Some of these objects would have enjoyed daily use as part of the celebration of Mass: gold and silver chalices for administering the Holy Communion, cast bronze censers for the burning of incense, gilded crosses for carrying in processions or venerating at the altar. But many are so sumptuous that they would have been carefully protected in treasuries for much of their lives and only brought out at particularly significant moments in the year, such as high feast days or even royal visits. Materials were lavished on the most spectacular and refined of them, like gilded reliquaries whose surfaces are enveloped in vivid coloured enamels and have tooled designs worked into the surrounding metal. Others are covered in delicate filigree, micro-architectural structures, or small-scale cast figures of the saints and angels.
Treasury objects were among the most potent bearers of meaning in the Middle Ages. Significance and symbolism were not only entwined with their craftsmanship and materiality, but more importantly also with their perceived sacredness. Many treasury objects protected holy relics, or the body and blood of Christ, but since most people never actually saw the relics or sacraments themselves, these objects came to embody and visualise the magical properties associated with what they contained, or with the miraculous moment of transubstantiation on the altar table.
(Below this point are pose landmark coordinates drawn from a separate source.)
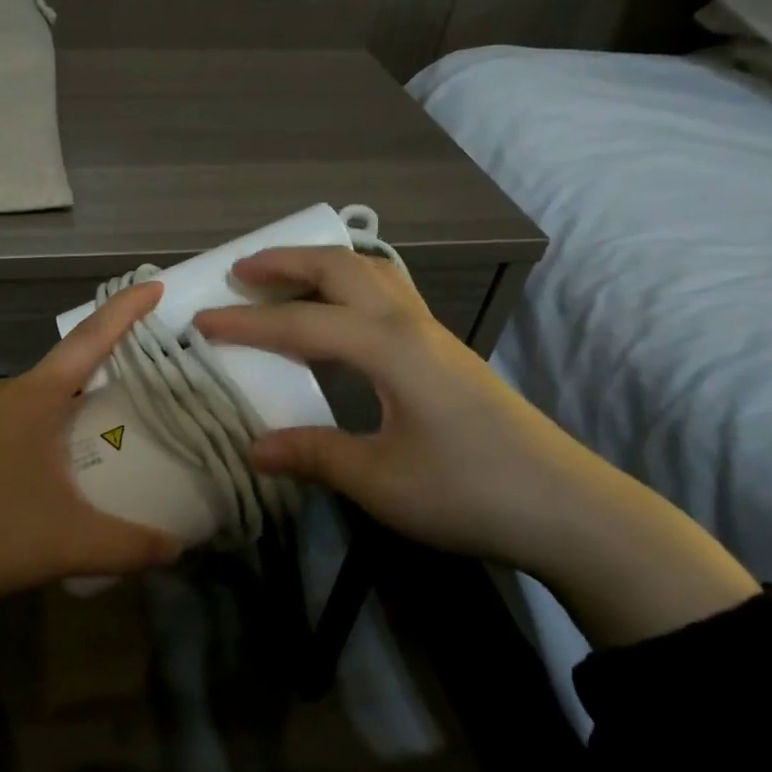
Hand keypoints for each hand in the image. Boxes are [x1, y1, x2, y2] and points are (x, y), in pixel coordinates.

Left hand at [0, 283, 179, 653]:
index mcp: (31, 398)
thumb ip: (129, 546)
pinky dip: (26, 442)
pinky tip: (27, 485)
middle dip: (97, 385)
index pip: (90, 340)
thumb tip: (177, 550)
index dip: (125, 310)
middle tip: (131, 409)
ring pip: (27, 407)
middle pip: (60, 376)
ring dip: (58, 421)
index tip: (153, 284)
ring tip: (83, 458)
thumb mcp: (66, 544)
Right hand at [194, 247, 758, 646]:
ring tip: (282, 279)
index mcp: (390, 348)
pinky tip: (339, 314)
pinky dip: (349, 287)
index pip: (302, 323)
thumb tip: (254, 448)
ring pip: (371, 274)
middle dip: (286, 262)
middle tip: (240, 271)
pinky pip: (388, 295)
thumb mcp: (380, 481)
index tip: (200, 324)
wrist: (570, 509)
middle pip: (341, 269)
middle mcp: (411, 326)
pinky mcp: (446, 353)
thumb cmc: (471, 491)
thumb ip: (313, 454)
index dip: (247, 324)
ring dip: (321, 267)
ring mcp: (434, 335)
They were often modelled on descriptions of the heavenly Jerusalem, or keyed in to Biblical doctrine through representations of characters from the Old and New Testaments. Powerful, striking, sometimes even intended to shock, treasury objects existed to transport the medieval viewer from the material to the heavenly.
Treasury Objects of the Middle Ages celebrates the ingenuity of the Medieval metalworkers and the astonishing objects of devotion they crafted upwards of half a millennium ago.